Your instructions >> Wherever a line of the data contains "Boulevard", copy that line.

[Records to process Boundary: Start]

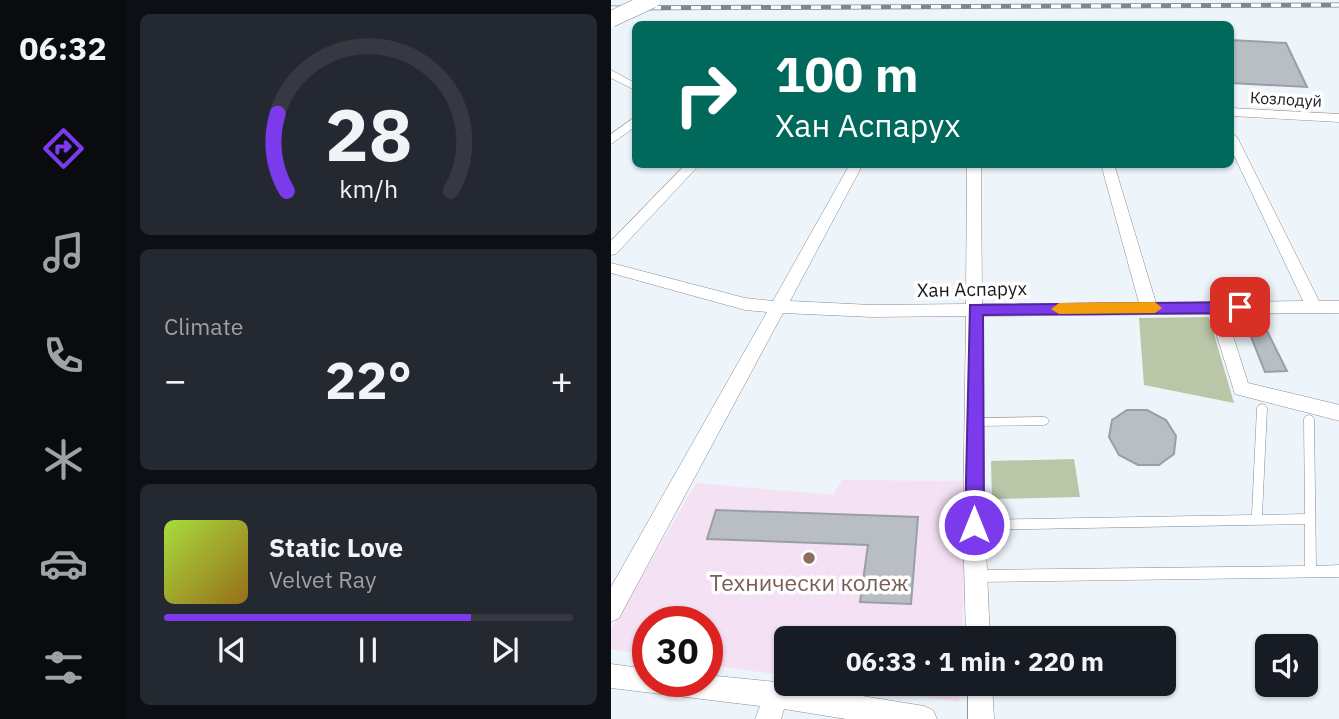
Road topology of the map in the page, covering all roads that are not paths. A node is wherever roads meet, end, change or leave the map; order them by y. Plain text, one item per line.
1 (652, 0) edge
2 (611, 19) edge
3 (612, 74) edge
4 (632, 85) edge
5 (1234, 112) edge
6 (1339, 118) edge
7 (632, 123) edge
8 (611, 140) edge
9 (1234, 144) edge
10 (690, 168) edge
11 (855, 168) edge
12 (974, 168) edge
13 (1108, 168) edge
14 (611, 250) edge
15 (611, 268) edge
16 (778, 307) junction
17 (1216, 307) junction
18 (1313, 307) junction
19 (1339, 307) edge
20 (1149, 308) junction
21 (976, 309) junction
22 (1261, 408) dead end
23 (1339, 413) edge
24 (1309, 419) dead end
25 (1044, 421) dead end
26 (975, 422) junction
27 (1310, 519) junction
28 (1257, 520) junction
29 (974, 525) junction
30 (1339, 571) edge
31 (1311, 572) junction
32 (976, 576) junction
33 (611, 610) edge
34 (978, 626) edge
35 (611, 676) edge
36 (632, 679) edge
37 (980, 696) edge
38 (723, 697) edge
39 (772, 707) edge
40 (924, 719) edge
41 (981, 719) edge

1 - 2 main road, bridge
3 - 4 street
5 - 6 street, Козлодуй
7 - 8 street
9 - 18 street
10 - 14 street
11 - 16 street
12 - 21 street
13 - 20 street
15 - 16 street, Хан Аспарух
16 - 21 street, Хан Аспарух
16 - 33 street
17 - 18 street, Хан Аспарух
17 - 20 street, Хан Аспарух
17 - 23 street
18 - 19 street, Хан Аспарух
20 - 21 street, Хан Аспарух
21 - 26 street
22 - 28 lane
24 - 27 lane
25 - 26 lane
26 - 29 street
27 - 28 lane
27 - 31 lane
28 - 29 lane
29 - 32 street
30 - 31 lane
31 - 32 lane
32 - 34 street
35 - 36 street
37 - 41 street
38 - 39 street
39 - 40 street

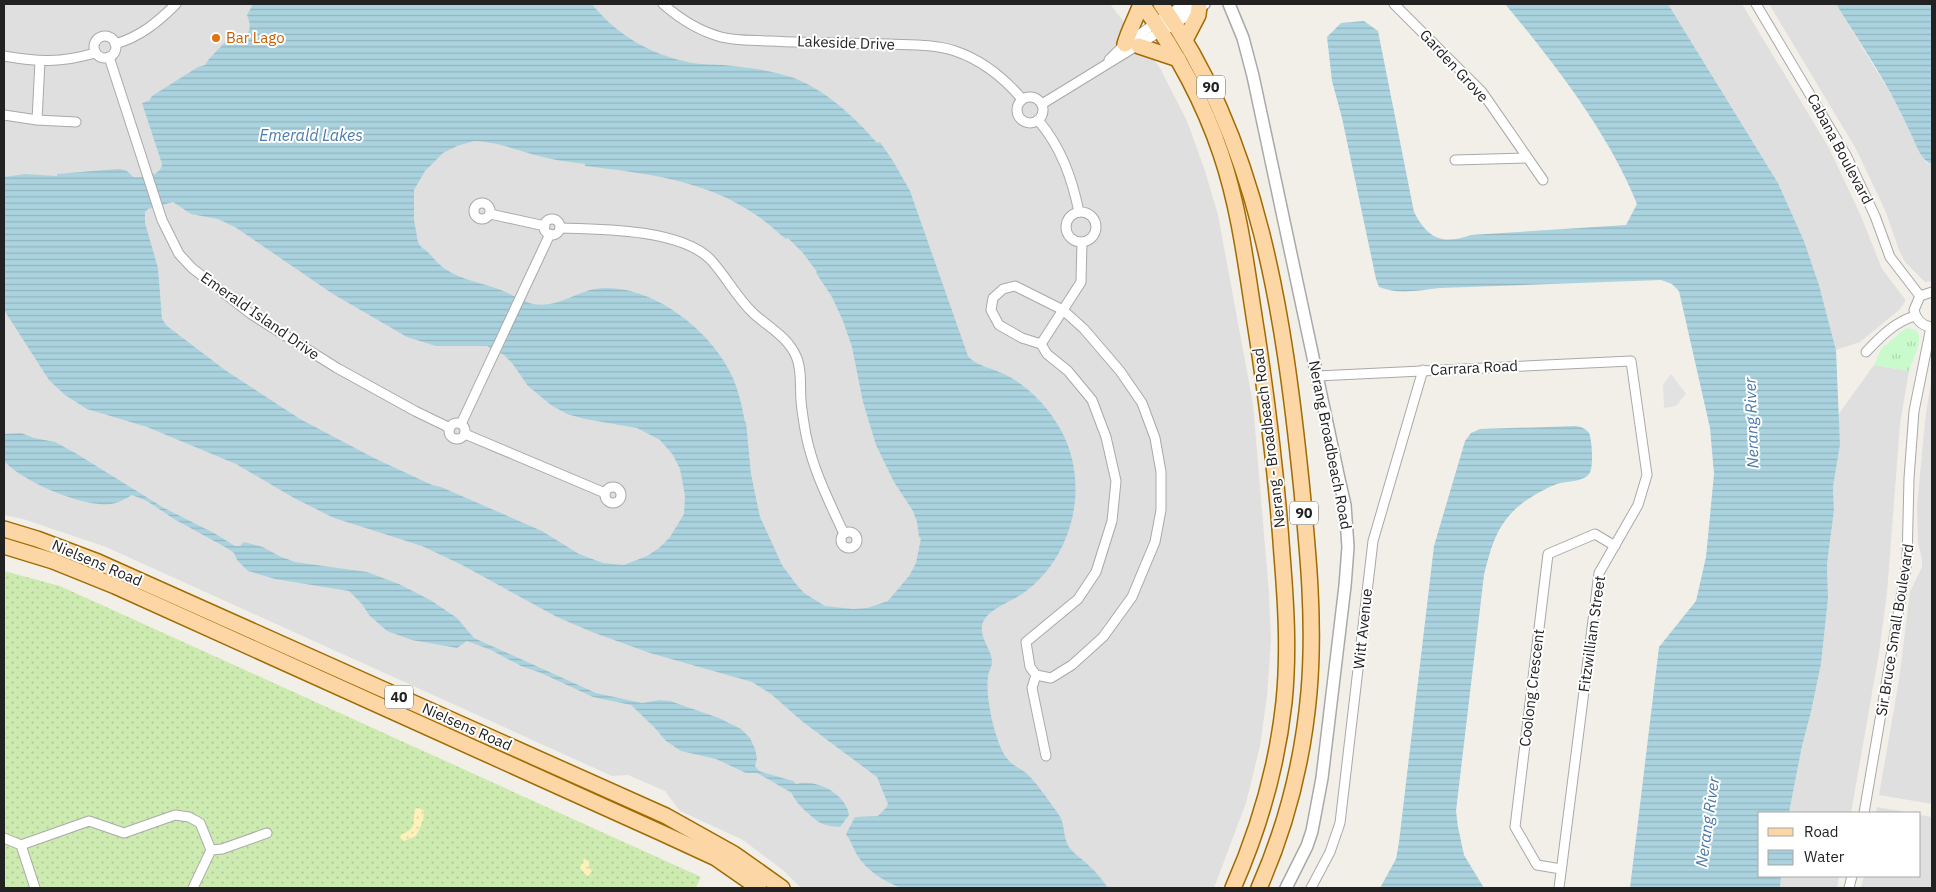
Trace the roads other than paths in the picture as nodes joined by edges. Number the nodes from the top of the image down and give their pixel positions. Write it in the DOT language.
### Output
graph roads {
  1 [pos="176,4"];
  2 [pos="663,4"];
  3 [pos="1142,4"];
  4 [pos="1228,4"];
  5 [pos="1394,4"];
  6 [pos="1756,4"];
  7 [pos="1197,5"];
  8 [pos="1168,14"];
  9 [pos="1158,27"];
  10 [pos="1185,40"];
  11 [pos="115,44"];
  12 [pos="1132,45"];
  13 [pos="96,53"];
  14 [pos="4,56"];
  15 [pos="109,58"];
  16 [pos="1178,59"];
  17 [pos="40,61"];
  18 [pos="1105,64"];
  19 [pos="1022,99"];
  20 [pos="1042,104"];
  21 [pos="4,115"];
  22 [pos="37,120"];
  23 [pos="1038,120"];
  24 [pos="76,122"];
  25 [pos="1527,158"];
  26 [pos="1454,160"];
  27 [pos="1543,180"];
  28 [pos="1079,212"];
  29 [pos="490,214"];
  30 [pos="545,226"];
  31 [pos="560,228"];
  32 [pos="550,234"];
  33 [pos="1082,242"];
  34 [pos="1932,292"];
  35 [pos="1920,296"];
  36 [pos="1063,310"];
  37 [pos="1915,316"];
  38 [pos="1932,327"];
  39 [pos="1041,344"];
  40 [pos="1866,352"];
  41 [pos="1631,361"];
  42 [pos="1423,370"];
  43 [pos="1317,376"];
  44 [pos="461,424"];
  45 [pos="450,428"];
  46 [pos="465,434"];
  47 [pos="605,493"];
  48 [pos="4,529"];
  49 [pos="844,534"];
  50 [pos="4,546"];
  51 [pos="1615,546"];
  52 [pos="1036,676"];
  53 [pos="1046,756"];
  54 [pos="1864,812"];
  55 [pos="267,832"];
  56 [pos="4,838"];
  57 [pos="21,845"];
  58 [pos="211,850"];
  59 [pos="1561,869"];
  60 [pos="756,886"];
  61 [pos="35,888"];
  62 [pos="193,888"];
  63 [pos="782,888"];
  64 [pos="1233,888"];
  65 [pos="1259,888"];
  66 [pos="1286,888"];
  67 [pos="1311,888"];
  68 [pos="1558,888"];
  1 -- 11 [label="street"];
  2 -- 19 [label="street, Lakeside Drive"];
  3 -- 9 [label="main road, Nerang - Broadbeach Road / 90"];
  3 -- 12 [label="main road"];
  4 -- 43 [label="street, Nerang Broadbeach Road"];
  5 -- 25 [label="street, Garden Grove"];
  6 -- 35 [label="street, Cabana Boulevard"];
  7 -- 8 [label="street"];
  7 -- 10 [label="main road"];
  8 -- 9 [label="street"];
  8 -- 10 [label="main road, Nerang - Broadbeach Road / 90"];
  9 -- 12 [label="street"];
  9 -- 12 [label="street"];
  9 -- 16 [label="main road, Nerang - Broadbeach Road / 90"];
  10 -- 65 [label="main road, Nerang - Broadbeach Road / 90"];
  11 -- 13 [label="street"];
  11 -- 15 [label="street"];
  12 -- 16 [label="main road"];
  12 -- 18 [label="street"];
  12 -- 18 [label="street"];
  13 -- 15 [label="street"];
  13 -- 17 [label="street"];
  14 -- 17 [label="street"];
  15 -- 45 [label="street, Emerald Island Drive"];
  16 -- 64 [label="main road, Nerang - Broadbeach Road / 90"];
  17 -- 22 [label="street"];
  18 -- 20 [label="street"];
  19 -- 20 [label="street"];
  19 -- 23 [label="street"];
  20 -- 23 [label="street"];
  21 -- 22 [label="street"];
  22 -- 24 [label="street"];
  23 -- 28 [label="street"];
  25 -- 26 [label="street"];
  25 -- 27 [label="street, Garden Grove"];
  28 -- 33 [label="street"];
  28 -- 33 [label="street"];
  29 -- 30 [label="street"];
  30 -- 31 [label="street"];
  30 -- 32 [label="street"];
  31 -- 32 [label="street"];
  31 -- 49 [label="street"];
  32 -- 44 [label="street"];
  33 -- 36 [label="street"];
  34 -- 35 [label="street"];
  35 -- 37 [label="street"];
  36 -- 39 [label="street"];
  36 -- 39 [label="street"];
  36 -- 52 [label="street"];
  37 -- 38 [label="street"];
  37 -- 40 [label="street"];
  38 -- 54 [label="street, Sir Bruce Small Boulevard"];
  39 -- 52 [label="street"];
  41 -- 42 [label="street, Carrara Road"];
  41 -- 51 [label="street, Fitzwilliam Street"];
  42 -- 43 [label="street, Carrara Road"];
  42 -- 67 [label="street, Witt Avenue"];
  43 -- 66 [label="street, Nerang Broadbeach Road"];
  44 -- 45 [label="street"];
  44 -- 46 [label="street"];
  45 -- 46 [label="street"];
  46 -- 47 [label="street"];
  48 -- 63 [label="main road, Nielsens Road / 40"];
  50 -- 60 [label="main road, Nielsens Road / 40"];
  51 -- 59 [label="street, Fitzwilliam Street"];
  51 -- 59 [label="street, Coolong Crescent"];
  52 -- 53 [label="street"];
  55 -- 58 [label="street"];
  56 -- 57 [label="street"];
  57 -- 58 [label="street"];
  57 -- 61 [label="street"];
  58 -- 62 [label="street"];
  59 -- 68 [label="street, Fitzwilliam Street"];
}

[Records to process Boundary: End]

Response area >>
  6 -- 35 [label="street, Cabana Boulevard"];
  38 -- 54 [label="street, Sir Bruce Small Boulevard"];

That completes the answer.